═════ Records supplied
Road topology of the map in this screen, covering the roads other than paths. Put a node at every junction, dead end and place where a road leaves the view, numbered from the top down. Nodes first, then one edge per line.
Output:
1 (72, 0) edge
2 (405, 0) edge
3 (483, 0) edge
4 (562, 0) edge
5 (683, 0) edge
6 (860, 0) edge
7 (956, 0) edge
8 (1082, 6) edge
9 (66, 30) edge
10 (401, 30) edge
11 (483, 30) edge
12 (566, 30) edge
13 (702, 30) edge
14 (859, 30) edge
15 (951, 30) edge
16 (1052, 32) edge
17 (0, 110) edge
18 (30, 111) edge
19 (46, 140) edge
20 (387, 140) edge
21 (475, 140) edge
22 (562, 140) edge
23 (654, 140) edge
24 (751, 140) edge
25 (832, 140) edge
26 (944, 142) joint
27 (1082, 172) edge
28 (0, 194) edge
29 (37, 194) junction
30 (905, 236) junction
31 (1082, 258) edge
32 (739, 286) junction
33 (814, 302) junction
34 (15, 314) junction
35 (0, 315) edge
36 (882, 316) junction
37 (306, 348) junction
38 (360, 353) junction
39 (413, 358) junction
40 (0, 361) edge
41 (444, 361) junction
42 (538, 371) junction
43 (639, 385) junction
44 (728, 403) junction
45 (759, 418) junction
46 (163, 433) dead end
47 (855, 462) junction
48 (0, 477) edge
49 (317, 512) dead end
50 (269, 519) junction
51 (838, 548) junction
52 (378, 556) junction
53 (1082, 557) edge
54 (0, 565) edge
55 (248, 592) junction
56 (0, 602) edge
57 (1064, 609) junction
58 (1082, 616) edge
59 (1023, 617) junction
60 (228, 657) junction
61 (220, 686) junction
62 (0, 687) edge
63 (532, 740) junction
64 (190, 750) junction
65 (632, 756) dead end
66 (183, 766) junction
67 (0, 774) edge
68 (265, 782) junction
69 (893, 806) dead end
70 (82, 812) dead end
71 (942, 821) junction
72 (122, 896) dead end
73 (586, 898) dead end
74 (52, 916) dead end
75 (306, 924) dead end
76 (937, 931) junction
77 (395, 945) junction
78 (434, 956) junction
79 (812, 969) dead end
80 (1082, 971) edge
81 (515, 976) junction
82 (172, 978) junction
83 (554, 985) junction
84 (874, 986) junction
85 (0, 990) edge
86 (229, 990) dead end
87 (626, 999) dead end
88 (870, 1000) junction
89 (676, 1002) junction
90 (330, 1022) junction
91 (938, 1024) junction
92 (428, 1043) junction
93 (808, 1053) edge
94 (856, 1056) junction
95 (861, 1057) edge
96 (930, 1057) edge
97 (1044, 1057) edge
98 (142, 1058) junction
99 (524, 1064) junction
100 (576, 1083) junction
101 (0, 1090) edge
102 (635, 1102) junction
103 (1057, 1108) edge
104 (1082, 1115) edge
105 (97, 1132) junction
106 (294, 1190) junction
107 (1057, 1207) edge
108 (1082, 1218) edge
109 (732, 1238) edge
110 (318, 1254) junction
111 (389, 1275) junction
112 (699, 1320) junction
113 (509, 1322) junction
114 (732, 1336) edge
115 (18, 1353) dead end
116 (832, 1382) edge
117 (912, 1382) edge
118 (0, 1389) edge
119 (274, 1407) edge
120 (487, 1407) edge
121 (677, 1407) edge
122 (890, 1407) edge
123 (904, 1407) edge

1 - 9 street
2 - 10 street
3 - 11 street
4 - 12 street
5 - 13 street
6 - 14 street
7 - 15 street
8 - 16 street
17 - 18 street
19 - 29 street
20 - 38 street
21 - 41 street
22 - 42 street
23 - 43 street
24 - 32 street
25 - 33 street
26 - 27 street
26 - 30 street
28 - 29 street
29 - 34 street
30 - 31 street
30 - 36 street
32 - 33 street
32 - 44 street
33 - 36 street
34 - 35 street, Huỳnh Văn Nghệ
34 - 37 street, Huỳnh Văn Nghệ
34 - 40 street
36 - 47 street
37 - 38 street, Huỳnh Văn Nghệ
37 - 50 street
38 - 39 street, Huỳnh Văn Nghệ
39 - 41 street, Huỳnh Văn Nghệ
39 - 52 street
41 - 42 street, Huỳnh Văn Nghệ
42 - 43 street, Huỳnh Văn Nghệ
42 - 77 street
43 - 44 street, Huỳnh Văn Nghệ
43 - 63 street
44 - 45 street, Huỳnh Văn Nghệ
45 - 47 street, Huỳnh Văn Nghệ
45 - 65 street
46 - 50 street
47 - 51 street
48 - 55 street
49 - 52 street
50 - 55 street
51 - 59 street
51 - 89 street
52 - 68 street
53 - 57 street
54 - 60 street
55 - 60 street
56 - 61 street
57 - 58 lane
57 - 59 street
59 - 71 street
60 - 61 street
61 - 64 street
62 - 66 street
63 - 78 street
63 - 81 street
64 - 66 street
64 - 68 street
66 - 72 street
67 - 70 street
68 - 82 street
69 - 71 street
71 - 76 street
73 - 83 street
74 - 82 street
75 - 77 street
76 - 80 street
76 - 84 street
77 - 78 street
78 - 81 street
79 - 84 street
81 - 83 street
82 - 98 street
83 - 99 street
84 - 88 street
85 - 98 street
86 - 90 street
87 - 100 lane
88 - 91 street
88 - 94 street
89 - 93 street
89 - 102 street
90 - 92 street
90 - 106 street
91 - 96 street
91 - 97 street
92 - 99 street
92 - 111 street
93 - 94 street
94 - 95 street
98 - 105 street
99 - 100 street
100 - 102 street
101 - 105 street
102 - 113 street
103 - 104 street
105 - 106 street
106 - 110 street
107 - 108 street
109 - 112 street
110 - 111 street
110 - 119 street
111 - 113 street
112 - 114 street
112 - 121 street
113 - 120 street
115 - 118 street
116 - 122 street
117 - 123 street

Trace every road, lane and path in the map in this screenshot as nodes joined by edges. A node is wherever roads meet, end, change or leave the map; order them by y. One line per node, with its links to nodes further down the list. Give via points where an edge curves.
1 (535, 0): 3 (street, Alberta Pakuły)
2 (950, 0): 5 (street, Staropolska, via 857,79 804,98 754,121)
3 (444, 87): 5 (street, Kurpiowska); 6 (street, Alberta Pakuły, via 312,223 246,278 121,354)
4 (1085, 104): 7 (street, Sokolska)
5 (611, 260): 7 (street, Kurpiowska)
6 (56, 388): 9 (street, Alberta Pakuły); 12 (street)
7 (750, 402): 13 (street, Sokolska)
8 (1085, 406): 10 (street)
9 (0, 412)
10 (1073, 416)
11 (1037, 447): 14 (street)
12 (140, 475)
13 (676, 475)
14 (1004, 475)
══════════
§ **Exercise description**
What do the records say? Quote them all exactly.

§ **Exercise result**
Road topology of the map in this screen, covering the roads other than paths. Put a node at every junction, dead end and place where a road leaves the view, numbered from the top down. Nodes first, then one edge per line.
Output:
1 (72, 0) edge
2 (405, 0) edge
3 (483, 0) edge
4 (562, 0) edge
5 (683, 0) edge
6 (860, 0) edge
7 (956, 0) edge
8 (1082, 6) edge
9 (66, 30) edge
10 (401, 30) edge
11 (483, 30) edge
12 (566, 30) edge
13 (702, 30) edge
14 (859, 30) edge
15 (951, 30) edge
16 (1052, 32) edge
17 (0, 110) edge
18 (30, 111) edge
19 (46, 140) edge
20 (387, 140) edge
21 (475, 140) edge
22 (562, 140) edge
23 (654, 140) edge
24 (751, 140) edge
25 (832, 140) edge
26 (944, 142) joint
27 (1082, 172) edge
28 (0, 194) edge
29 (37, 194) junction
30 (905, 236) junction
31 (1082, 258) edge
32 (739, 286) junction
33 (814, 302) junction
34 (15, 314) junction
35 (0, 315) edge
36 (882, 316) junction
37 (306, 348) junction
38 (360, 353) junction
39 (413, 358) junction
40 (0, 361) edge
41 (444, 361) junction
42 (538, 371) junction
43 (639, 385) junction
44 (728, 403) junction
45 (759, 418) junction
46 (163, 433) dead end
47 (855, 462) junction
48 (0, 477) edge
49 (317, 512) dead end
50 (269, 519) junction
51 (838, 548) junction
52 (378, 556) junction
53 (1082, 557) edge
54 (0, 565) edge
55 (248, 592) junction
56 (0, 602) edge
57 (1064, 609) junction
58 (1082, 616) edge
59 (1023, 617) junction
60 (228, 657) junction
61 (220, 686) junction
62 (0, 687) edge
63 (532, 740) junction
64 (190, 750) junction
65 (632, 756) dead end
66 (183, 766) junction
67 (0, 774) edge
68 (265, 782) junction
69 (893, 806) dead end
70 (82, 812) dead end
71 (942, 821) junction
72 (122, 896) dead end
73 (586, 898) dead end
74 (52, 916) dead end
75 (306, 924) dead end
76 (937, 931) junction
77 (395, 945) junction
78 (434, 956) junction
79 (812, 969) dead end
80 (1082, 971) edge
81 (515, 976) junction
82 (172, 978) junction
83 (554, 985) junction
84 (874, 986) junction
85 (0, 990) edge
86 (229, 990) dead end
87 (626, 999) dead end
88 (870, 1000) junction
89 (676, 1002) junction
90 (330, 1022) junction
91 (938, 1024) junction
92 (428, 1043) junction
93 (808, 1053) edge
94 (856, 1056) junction
95 (861, 1057) edge
96 (930, 1057) edge
97 (1044, 1057) edge
98 (142, 1058) junction
99 (524, 1064) junction
100 (576, 1083) junction
101 (0, 1090) edge
102 (635, 1102) junction
103 (1057, 1108) edge
104 (1082, 1115) edge
105 (97, 1132) junction
106 (294, 1190) junction
107 (1057, 1207) edge
108 (1082, 1218) edge
109 (732, 1238) edge
110 (318, 1254) junction
111 (389, 1275) junction
112 (699, 1320) junction
113 (509, 1322) junction
114 (732, 1336) edge
115 (18, 1353) dead end
116 (832, 1382) edge
117 (912, 1382) edge
118 (0, 1389) edge
119 (274, 1407) edge
120 (487, 1407) edge
121 (677, 1407) edge
122 (890, 1407) edge
123 (904, 1407) edge

1 - 9 street
2 - 10 street
3 - 11 street
4 - 12 street
5 - 13 street
6 - 14 street
7 - 15 street
8 - 16 street
17 - 18 street
19 - 29 street
20 - 38 street
21 - 41 street
22 - 42 street
23 - 43 street
24 - 32 street
25 - 33 street
26 - 27 street
26 - 30 street
28 - 29 street
29 - 34 street
30 - 31 street
30 - 36 street
32 - 33 street
32 - 44 street
33 - 36 street
34 - 35 street, Huỳnh Văn Nghệ
34 - 37 street, Huỳnh Văn Nghệ
34 - 40 street
36 - 47 street
37 - 38 street, Huỳnh Văn Nghệ
37 - 50 street
38 - 39 street, Huỳnh Văn Nghệ
39 - 41 street, Huỳnh Văn Nghệ
39 - 52 street
41 - 42 street, Huỳnh Văn Nghệ
42 - 43 street, Huỳnh Văn Nghệ
42 - 77 street
43 - 44 street, Huỳnh Văn Nghệ
43 - 63 street
44 - 45 street, Huỳnh Văn Nghệ
45 - 47 street, Huỳnh Văn Nghệ
45 - 65 street
46 - 50 street
47 - 51 street
48 - 55 street
49 - 52 street
50 - 55 street
51 - 59 street
51 - 89 street
52 - 68 street
53 - 57 street
54 - 60 street
55 - 60 street
56 - 61 street
57 - 58 lane
57 - 59 street
59 - 71 street
60 - 61 street
61 - 64 street
62 - 66 street
63 - 78 street
63 - 81 street
64 - 66 street
64 - 68 street
66 - 72 street
67 - 70 street
68 - 82 street
69 - 71 street
71 - 76 street
73 - 83 street
74 - 82 street
75 - 77 street
76 - 80 street
76 - 84 street
77 - 78 street
78 - 81 street
79 - 84 street
81 - 83 street
82 - 98 street
83 - 99 street
84 - 88 street
85 - 98 street
86 - 90 street
87 - 100 lane
88 - 91 street
88 - 94 street
89 - 93 street
89 - 102 street
90 - 92 street
90 - 106 street
91 - 96 street
91 - 97 street
92 - 99 street
92 - 111 street
93 - 94 street
94 - 95 street
98 - 105 street
99 - 100 street
100 - 102 street
101 - 105 street
102 - 113 street
103 - 104 street
105 - 106 street
106 - 110 street
107 - 108 street
109 - 112 street
110 - 111 street
110 - 119 street
111 - 113 street
112 - 114 street
112 - 121 street
113 - 120 street
115 - 118 street
116 - 122 street
117 - 123 street

Trace every road, lane and path in the map in this screenshot as nodes joined by edges. A node is wherever roads meet, end, change or leave the map; order them by y. One line per node, with its links to nodes further down the list. Give via points where an edge curves.
1 (535, 0): 3 (street, Alberta Pakuły)
2 (950, 0): 5 (street, Staropolska, via 857,79 804,98 754,121)
3 (444, 87): 5 (street, Kurpiowska); 6 (street, Alberta Pakuły, via 312,223 246,278 121,354)
4 (1085, 104): 7 (street, Sokolska)
5 (611, 260): 7 (street, Kurpiowska)
6 (56, 388): 9 (street, Alberta Pakuły); 12 (street)
7 (750, 402): 13 (street, Sokolska)
8 (1085, 406): 10 (street)
9 (0, 412)
10 (1073, 416)
11 (1037, 447): 14 (street)
12 (140, 475)
13 (676, 475)
14 (1004, 475)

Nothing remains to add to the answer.